You'd be better running CoS with a "YMCA runs a haunted house" feel. Campy, then suddenly horrifying as things do things to other things. Watching madness > suffering madness in terms of entertainment. The "make em care about an NPC then kill them horribly" cliche is still pretty reliable, albeit predictable.

Come to think of it, both have a similar flaw. Its hard to figure out why both BBEGs delay in squashing any threat that forms in their realm. Strahd is more observant, but once the party dares step foot in BBEG's base, it's the same thing all over again.

Joe the Rat
2021-05-17, 10:15 AM
Good horror doesn't rattle characters, it rattles the players. Focus there, rather than on a mechanic that says, "Ok, now you're scared." Because unless the player is, the character won't be, no matter what dice say.
This is why I contend that Dread is the best Horror RPG system ever*. It puts the tension on the players, which then carries to the characters. Don't. Touch. The. Table.

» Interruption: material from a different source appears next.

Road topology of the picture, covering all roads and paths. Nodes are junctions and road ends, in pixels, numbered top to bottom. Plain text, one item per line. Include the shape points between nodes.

You really need to have a sense of your players, and what will ratchet up the tension. It's really going to be a meta-element - strangeness of the atmosphere, fear of the unknown, the occasional jump scare, blood packet fusillade, or body horror, and too much eye contact. Otherwise you need to play it Camp. I can't run horror. I can't run serious enough. I can surprise, disgust or shock, but I can't make the kind of tension of suspense needed.

* - If you want to simulate the Jenga tower on a D20, an idea would be something like a DOOM die. Start at 1, and advance by one anytime the players roll a D20. If the die number is below the Doom number AND the total roll a failure, Something Bad Happens. Counter resets after Something Bad Happens. Given the roll of combat in D&D, I'd suspend this rule for combat situations. You probably ought to exempt knowledge rolls from this as well.

Waterdeep Merch
2021-05-17, 11:59 AM
This is why I contend that Dread is the best Horror RPG system ever*. It puts the tension on the players, which then carries to the characters. Don't. Touch. The. Table.

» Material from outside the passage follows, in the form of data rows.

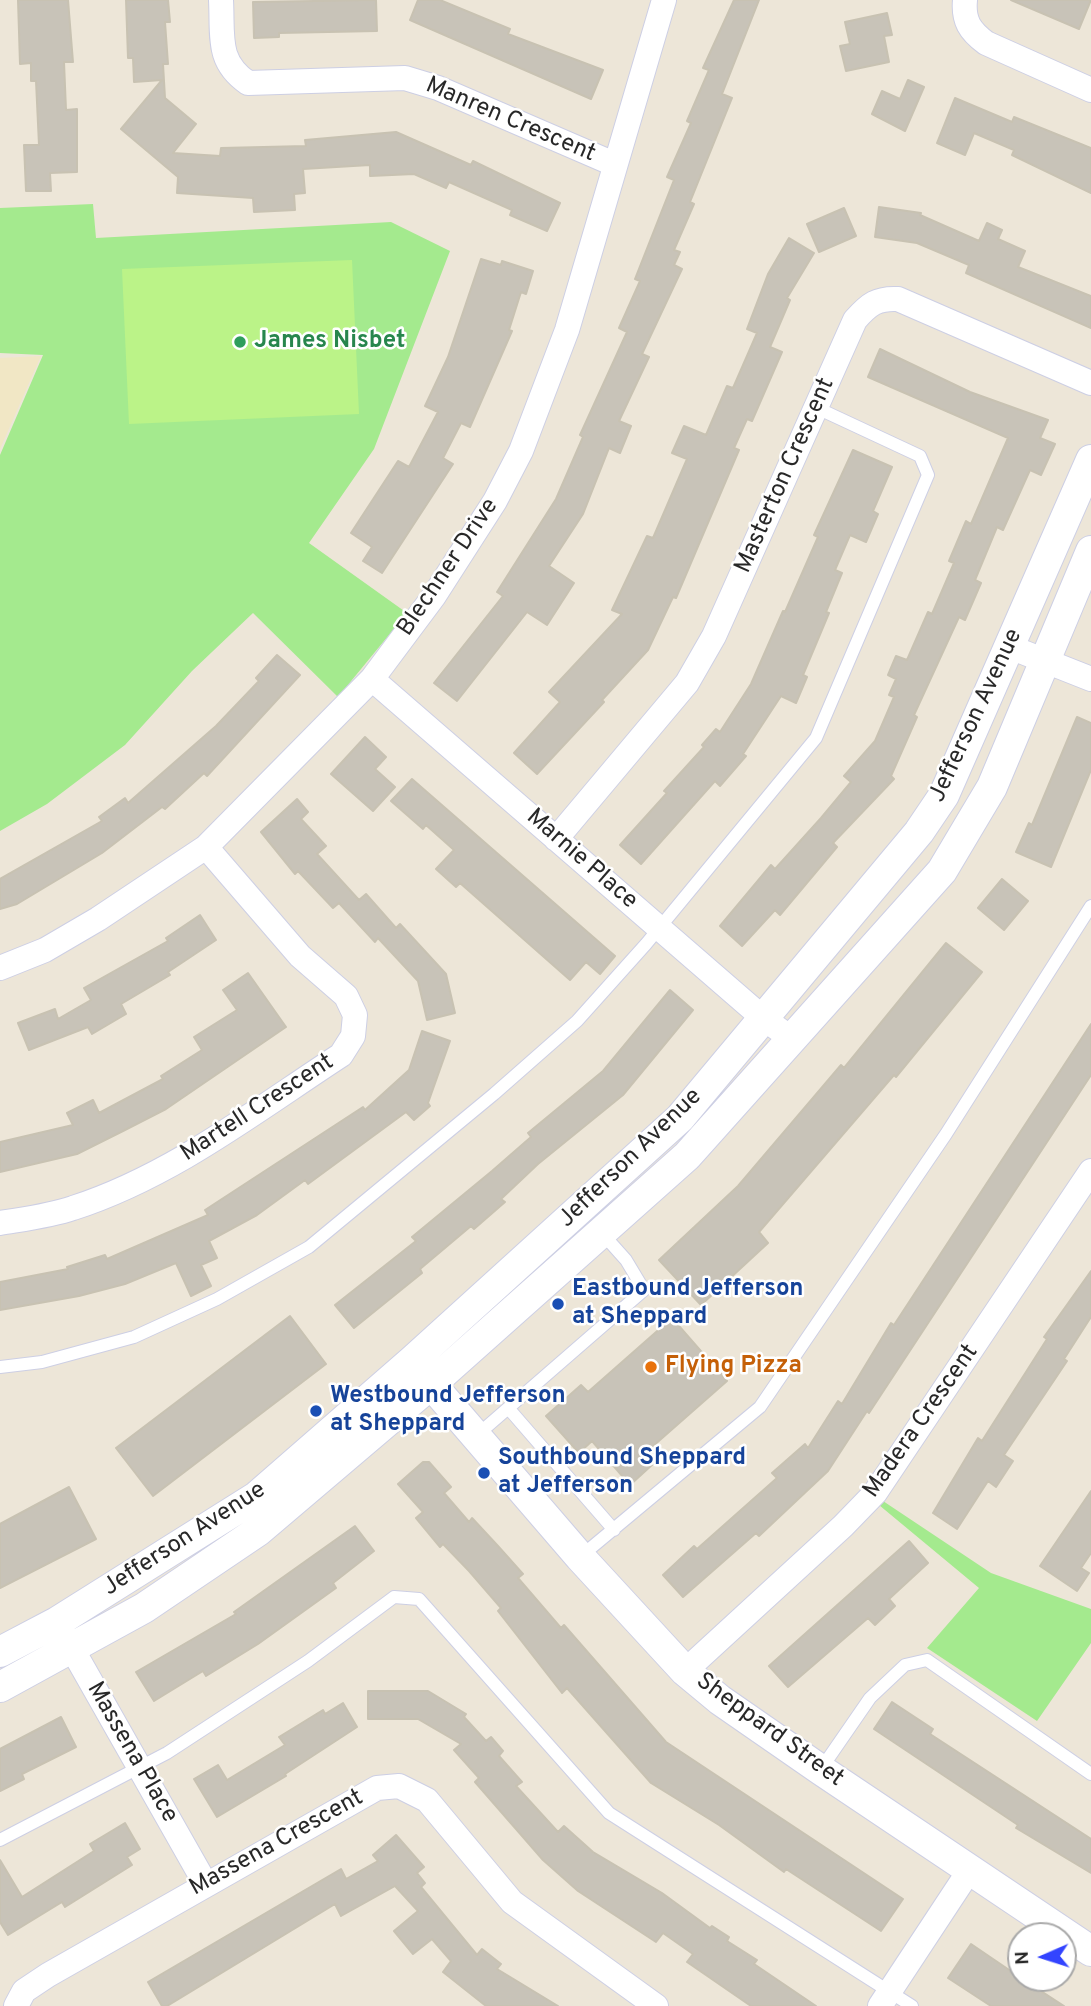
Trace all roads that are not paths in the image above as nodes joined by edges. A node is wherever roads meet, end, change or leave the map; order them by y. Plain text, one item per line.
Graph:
1 (221, 0) edge
2 (664, 0) edge
3 (965, 0) edge
4 (1091, 90) edge
5 (614, 164) junction
6 (1091, 383) edge
7 (817, 408) junction
8 (1091, 460) edge
9 (1091, 551) edge
10 (1010, 647) junction
11 (1045, 659) junction
12 (372, 678) junction
13 (1091, 680) edge
14 (556, 838) junction
15 (205, 847) junction
16 (1091, 906) edge
17 (657, 926) junction
18 (0, 968) edge
19 (763, 1018) junction
20 (792, 1039) junction
21 (1091, 1171) edge
22 (0, 1223) edge
23 (601, 1232) junction
24 (412, 1361) junction
25 (0, 1367) edge
26 (431, 1384) junction
27 (509, 1409) junction
28 (476, 1436) junction
29 (614, 1530) junction
30 (580, 1557) junction
31 (57, 1622) junction
32 (72, 1649) junction
33 (0, 1652) edge
34 (685, 1671) junction
35 (0, 1687) edge
36 (140, 1769) junction
37 (821, 1770) junction
38 (1091, 1774) edge
39 (0, 1840) edge
40 (969, 1871) junction
41 (205, 1883) junction
42 (1091, 1951) edge
43 (885, 1999) edge
44 (16, 2006) edge
45 (656, 2006) edge
46 (912, 2006) edge

1 - 5 street, Manren Crescent
2 - 5 street, Blechner Drive
3 - 4 street
5 - 12 street, Blechner Drive
6 - 7 street, Masterton Crescent
7 - 14 street, Masterton Crescent
7 - 17 lane
8 - 10 street, Jefferson Avenue
9 - 11 street, Jefferson Avenue
10 - 11 street
10 - 19 street, Jefferson Avenue
11 - 13 street
11 - 20 street, Jefferson Avenue
12 - 14 street, Marnie Place
12 - 15 street, Blechner Drive
14 - 17 street, Marnie Place
15 - 18 street, Blechner Drive
15 - 22 street, Martell Crescent
16 - 29 lane
17 - 19 street, Marnie Place
17 - 25 lane
19 - 20 street, Marnie Place
19 - 24 street, Jefferson Avenue
20 - 23 street, Jefferson Avenue
21 - 34 street, Madera Crescent
23 - 26 street, Jefferson Avenue
23 - 27 lane
24 - 26 street, Sheppard Street
24 - 31 street, Jefferson Avenue
26 - 28 street, Sheppard Street
26 - 32 street, Jefferson Avenue
27 - 28 lane
27 - 29 lane
28 - 30 street, Sheppard Street
29 - 30 lane
30 - 34 street, Sheppard Street
31 - 32 street, Massena Place
31 - 33 street, Jefferson Avenue
32 - 35 street, Jefferson Avenue
32 - 36 street, Massena Place
34 - 37 street, Sheppard Street
36 - 39 lane
36 - 41 street, Massena Place
36 - 43 lane
37 - 38 lane
37 - 40 street, Sheppard Street
40 - 42 street, Sheppard Street
40 - 43 street
41 - 44 street, Massena Crescent
41 - 45 street, Massena Crescent
43 - 46 lane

You really need to have a sense of your players, and what will ratchet up the tension. It's really going to be a meta-element - strangeness of the atmosphere, fear of the unknown, the occasional jump scare, blood packet fusillade, or body horror, and too much eye contact. Otherwise you need to play it Camp. I can't run horror. I can't run serious enough. I can surprise, disgust or shock, but I can't make the kind of tension of suspense needed.

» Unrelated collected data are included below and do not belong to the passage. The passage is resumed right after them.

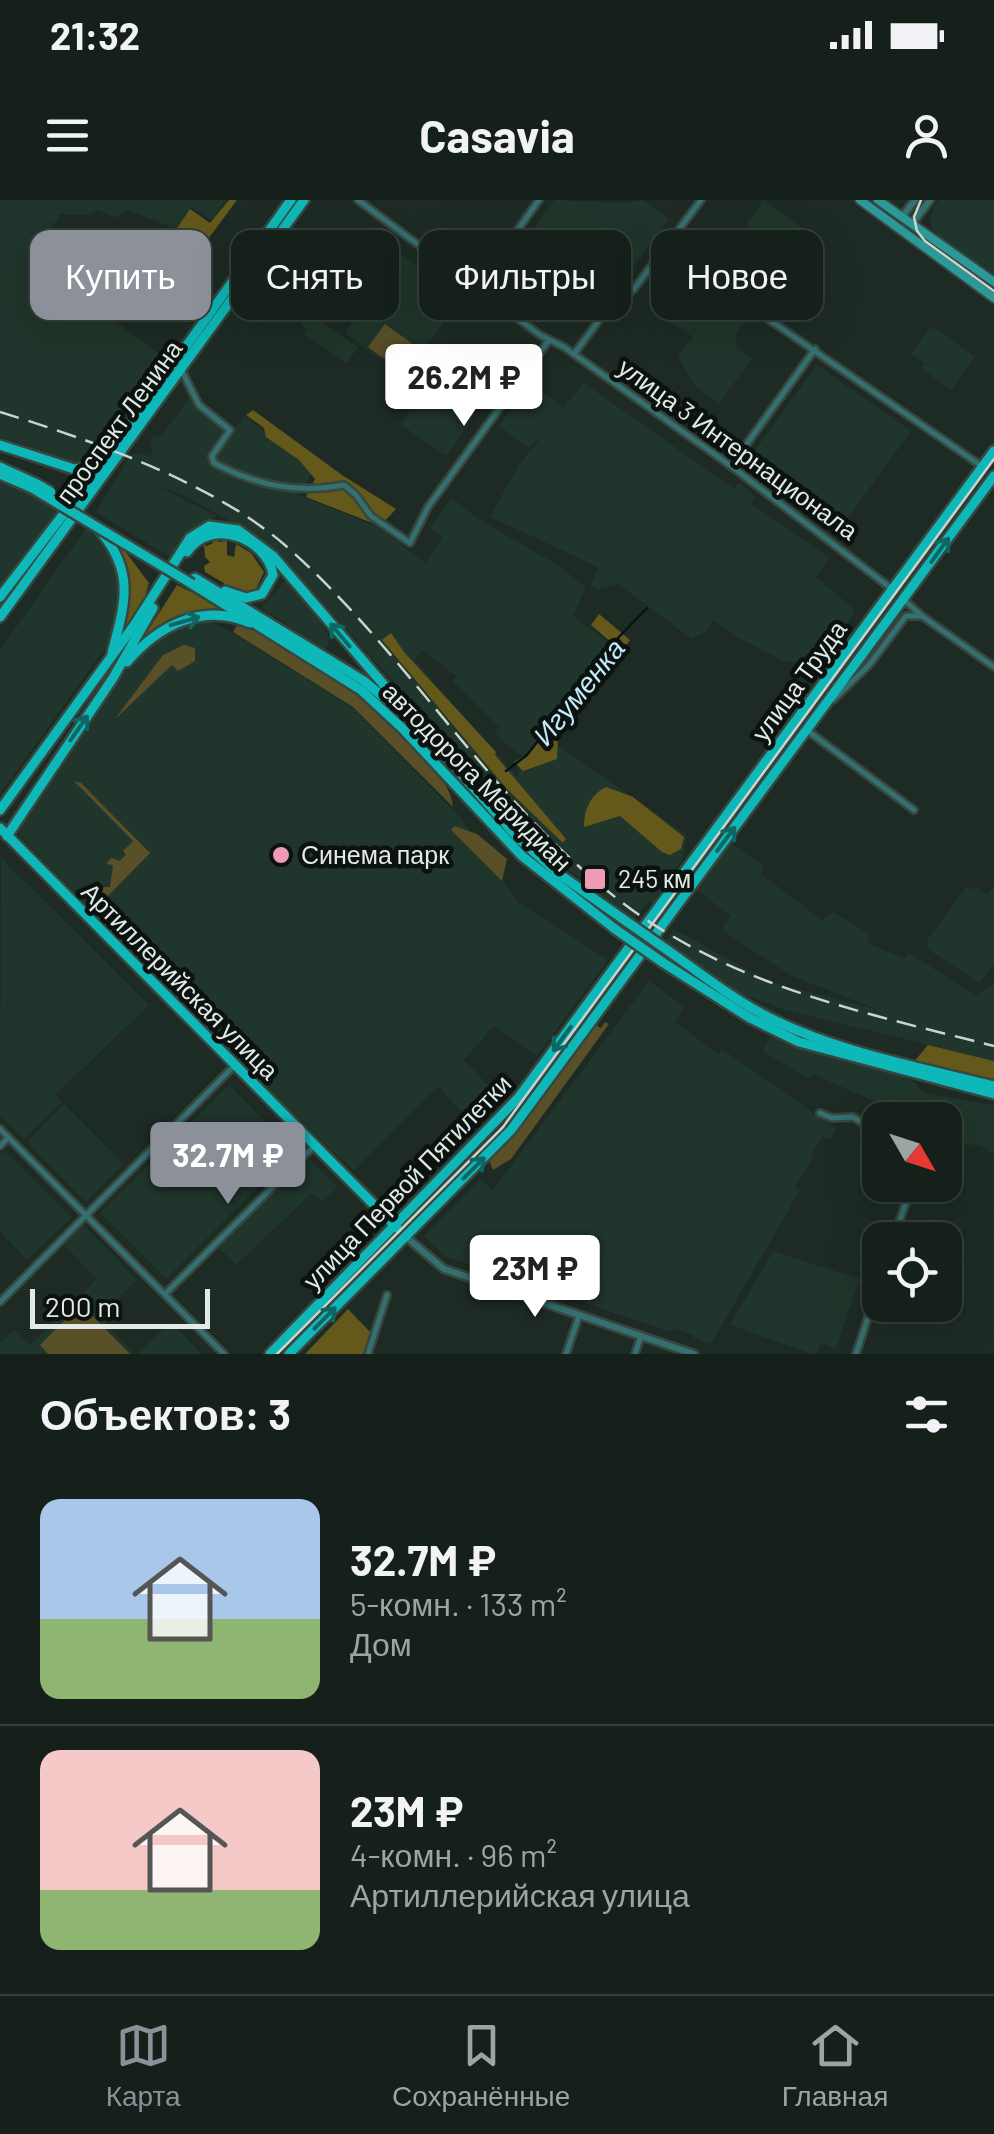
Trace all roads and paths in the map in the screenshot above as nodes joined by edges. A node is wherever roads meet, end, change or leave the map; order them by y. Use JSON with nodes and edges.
{"nodes":[{"id":1,"x":291,"y":200,"type":"edge"},
{"id":2,"x":304,"y":200,"type":"edge"},
{"id":3,"x":358,"y":200,"type":"edge"},
{"id":4,"x":539,"y":200,"type":"edge"},
{"id":5,"x":701,"y":200,"type":"edge"},
{"id":6,"x":860,"y":200,"type":"edge"},
{"id":7,"x":878,"y":200,"type":"edge"},
{"id":8,"x":915,"y":200,"type":"edge"},
{"id":9,"x":930,"y":200,"type":"edge"},
{"id":10,"x":902,"y":217,"type":"junction"},
{"id":11,"x":912,"y":224,"type":"junction"},
{"id":12,"x":896,"y":226,"type":"junction"},
{"id":13,"x":518,"y":230,"type":"edge"},
{"id":14,"x":905,"y":234,"type":"junction"},
{"id":15,"x":419,"y":245,"type":"edge"},
{"id":16,"x":994,"y":282,"type":"edge"},
{"id":17,"x":994,"y":298,"type":"edge"},
{"id":18,"x":521,"y":320,"type":"edge"},
{"id":19,"x":767,"y":320,"type":"edge"},
{"id":20,"x":549,"y":340,"type":"junction"},
{"id":21,"x":815,"y":349,"type":"junction"},
{"id":22,"x":574,"y":354,"type":"junction"},
{"id":23,"x":177,"y":366,"type":"junction"},
{"id":24,"x":0,"y":445,"type":"edge"},
{"id":25,"x":994,"y":451,"type":"edge"},
{"id":26,"x":101,"y":465,"type":"junction"},
{"id":27,"x":731,"y":466,"type":"junction"},
{"id":28,"x":982,"y":467,"type":"junction"},
{"id":29,"x":0,"y":471,"type":"edge"},
{"id":30,"x":994,"y":476,"type":"edge"},
{"id":31,"x":33,"y":485,"type":"junction"},
{"id":32,"x":97,"y":526,"type":"junction"},
{"id":33,"x":193,"y":581,"type":"junction"},
{"id":34,"x":892,"y":589,"type":"junction"},
{"id":35,"x":0,"y":597,"type":"edge"},
{"id":36,"x":903,"y":598,"type":"junction"},
{"id":37,"x":922,"y":616,"type":"junction"},
{"id":38,"x":0,"y":618,"type":"edge"},
{"id":39,"x":275,"y":634,"type":"junction"},
{"id":40,"x":110,"y":661,"type":"junction"},
{"id":41,"x":994,"y":667,"type":"edge"},
{"id":42,"x":101,"y":673,"type":"junction"},
{"id":43,"x":112,"y":680,"type":"junction"},
{"id":44,"x":816,"y":716,"type":"junction"},
{"id":45,"x":806,"y":730,"type":"junction"},
{"id":46,"x":427,"y":735,"type":"junction"},
{"id":47,"x":32,"y":764,"type":"junction"},
{"id":48,"x":47,"y":774,"type":"junction"},
{"id":49,"x":0,"y":810,"type":"edge"},
{"id":50,"x":914,"y":810,"type":"dead end"},
{"id":51,"x":3,"y":836,"type":"edge"},
{"id":52,"x":637,"y":935,"type":"joint"},
{"id":53,"x":648,"y":944,"type":"joint"},
{"id":54,"x":236,"y":1064,"type":"junction"},
{"id":55,"x":994,"y":1086,"type":"edge"},
{"id":56,"x":994,"y":1094,"type":"edge"},
{"id":57,"x":820,"y":1113,"type":"dead end"},
{"id":58,"x":862,"y":1122,"type":"edge"},
{"id":59,"x":0,"y":1129,"type":"edge"},
{"id":60,"x":8,"y":1138,"type":"junction"},
{"id":61,"x":315,"y":1145,"type":"junction"},
{"id":62,"x":0,"y":1146,"type":"edge"},
{"id":63,"x":85,"y":1214,"type":"junction"},
{"id":64,"x":395,"y":1226,"type":"junction"},
{"id":65,"x":406,"y":1238,"type":"junction"},
{"id":66,"x":164,"y":1294,"type":"junction"},
{"id":67,"x":387,"y":1295,"type":"dead end"},
{"id":68,"x":0,"y":1302,"type":"edge"},
{"id":69,"x":579,"y":1316,"type":"junction"},
{"id":70,"x":867,"y":1322,"type":"edge"},
{"id":71,"x":641,"y":1336,"type":"junction"},
{"id":72,"x":224,"y":1354,"type":"edge"},
{"id":73,"x":270,"y":1354,"type":"edge"},
{"id":74,"x":289,"y":1354,"type":"edge"},
{"id":75,"x":368,"y":1354,"type":"edge"},
{"id":76,"x":566,"y":1354,"type":"edge"},
{"id":77,"x":635,"y":1354,"type":"edge"},
{"id":78,"x":694,"y":1354,"type":"edge"},
{"id":79,"x":856,"y":1354,"type":"edge"}],
"edges":[{"from":1,"to":23,"type":"main road","name":"проспект Ленина"},
{"from":2,"to":23,"type":"main road","name":"проспект Ленина"},
{"from":3,"to":15,"type":"street","name":"улица 3 Интернационала"},
{"from":4,"to":13,"type":"street"},
{"from":5,"to":22,"type":"street"},
{"from":6,"to":12,"type":"main road"},
{"from":7,"to":10,"type":"main road"},
{"from":8,"to":10,"type":"street"},
{"from":9,"to":11,"type":"street"},
{"from":10,"to":11,"type":"main road"},
{"from":10,"to":12,"type":"main road"},
{"from":11,"to":14,"type":"main road"},
{"from":11,"to":16,"type":"main road"},
{"from":12,"to":14,"type":"main road"},
{"from":14,"to":17,"type":"main road"},
{"from":18,"to":20,"type":"street","name":"улица 3 Интернационала"},
{"from":19,"to":21,"type":"street"},
{"from":20,"to":22,"type":"street","name":"улица 3 Интернационала"},
{"from":20,"to":23,"type":"street"},
{"from":21,"to":27,"type":"street"},
{"from":21,"to":28,"type":"street"},
{"from":22,"to":27,"type":"street","name":"улица 3 Интернационала"},
{"from":23,"to":26,"type":"main road","name":"проспект Ленина"},
{"from":23,"to":38,"type":"main road","name":"проспект Ленина"},
{"from":24,"to":26,"type":"main road"},
{"from":25,"to":28,"type":"main road","name":"улица Труда"},
{"from":26,"to":35,"type":"main road","name":"проспект Ленина"},
{"from":27,"to":34,"type":"street","name":"улица 3 Интернационала"},
{"from":28,"to":30,"type":"main road"},
{"from":28,"to":34,"type":"main road","name":"улица Труда"},
{"from":29,"to":31,"type":"main road","name":"автодорога Меридиан"},
{"from":36,"to":30,"type":"main road","name":"улица Труда","one_way":true},
{"from":31,"to":32,"type":"main road","name":"автодорога Меридиан","bridge":true},
{"from":31,"to":33,"type":"main road","name":"автодорога Меридиан","bridge":true},
{"from":32,"to":33,"type":"main road","name":"автодорога Меридиан","bridge":true},
{"from":32,"to":40,"type":"main road"},
{"from":33,"to":39,"type":"main road","name":"автодорога Меридиан"},
{"from":33,"to":43,"type":"main road"},
{"from":33,"to":46,"type":"main road","name":"автодорога Меридиан"},
{"from":34,"to":36,"type":"main road","name":"улица 3 Интернационала"},
{"from":34,"to":52,"type":"main road","name":"улица Труда"},
{"from":36,"to":37,"type":"street","name":"улица 3 Интернационала"},
{"from":36,"to":44,"type":"main road","name":"улица Труда"},
{"from":37,"to":41,"type":"street","name":"улица 3 Интернационала"},
{"from":37,"to":44,"type":"street"},
{"from":43,"to":39,"type":"main road","one_way":true},
{"from":39,"to":56,"type":"main road","name":"автодорога Меридиан","bridge":true},
{"from":40,"to":42,"type":"main road"},
{"from":46,"to":40,"type":"main road","one_way":true},
{"from":42,"to":43,"type":"main road"},
{"from":42,"to":47,"type":"main road"},
{"from":48,"to":43,"type":"main road","one_way":true},
{"from":44,"to":45,"type":"main road","name":"улица Труда"},
{"from":45,"to":50,"type":"street"},
{"from":53,"to":45,"type":"main road","name":"улица Труда","one_way":true},
{"from":46,"to":55,"type":"main road","name":"автодорога Меридиан","bridge":true},
{"from":47,"to":48,"type":"main road"},
{"from":47,"to":49,"type":"main road"},
{"from":48,"to":51,"type":"main road"},
{"from":51,"to":54,"type":"main road","name":"Артиллерийская улица"},
{"from":52,"to":64,"type":"main road","name":"улица Первой Пятилетки","one_way":true},
{"from":65,"to":53,"type":"main road","name":"улица Первой Пятилетки","one_way":true},
{"from":54,"to":61,"type":"main road","name":"Артиллерийская улица"},
{"from":54,"to":63,"type":"street"},
{"from":57,"to":58,"type":"street"},
{"from":59,"to":60,"type":"street"},
{"from":60,"to":62,"type":"street"},
{"from":60,"to":63,"type":"street"},
{"from":61,"to":64,"type":"main road","name":"Артиллерийская улица"},
{"from":61,"to":66,"type":"street"},
{"from":63,"to":66,"type":"street"},
{"from":63,"to":68,"type":"street"},
{"from":64,"to":65,"type":"main road","name":"Артиллерийская улица"},
{"from":64,"to":73,"type":"main road","name":"улица Первой Пятилетки"},
{"from":65,"to":69,"type":"street","name":"Артиллерийская улица"},
{"from":74,"to":65,"type":"main road","name":"улица Первой Пятилетки","one_way":true},
{"from":66,"to":72,"type":"street"},
{"from":67,"to":75,"type":"street"},
{"from":69,"to":71,"type":"street","name":"Артиллерийская улица"},
{"from":69,"to":76,"type":"street"},
{"from":70,"to":79,"type":"street"},
{"from":71,"to":77,"type":"street"},
{"from":71,"to":78,"type":"street","name":"Артиллерийская улица"}]}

* - If you want to simulate the Jenga tower on a D20, an idea would be something like a DOOM die. Start at 1, and advance by one anytime the players roll a D20. If the die number is below the Doom number AND the total roll a failure, Something Bad Happens. Counter resets after Something Bad Happens. Given the roll of combat in D&D, I'd suspend this rule for combat situations. You probably ought to exempt knowledge rolls from this as well.

Bonus points for name dropping the system I was hinting at. Dread's best quality is how simple it is. I've effectively run it for people with zero TTRPG experience and scared the crap out of them. Everyone gets it immediately and it causes anxiety in a way that's hard to emulate with numbers and dice.

I've also seen Dread run by others where it wasn't really scary, despite having such a fantastic mechanism for building physical tension. Anyone that's properly read the Dread rulebook could probably tell you why, given that most of the page count isn't dedicated to playing Jenga, but on setting up and delivering a frightening experience. That quality is so much more vital than any rules ever could be. You could make tic tac toe terrifying with the right mindset. It's why big budget horror has a tendency to flop, too- fear isn't a special effect.

The Dread rulebook has some great recommendations for anyone that wants to run a horror game, regardless of system, and I wholeheartedly recommend reading it. VRGtR has some decent advice in their genres section too, but it's comparatively bare bones and can only really set you in the right direction. For the best possible advice, read some scary stories and take note of when and how you feel fear. What causes it? How do they manage it without visual effects or jump scares? And when does it simply not work? Worry about mechanics after you have your answer.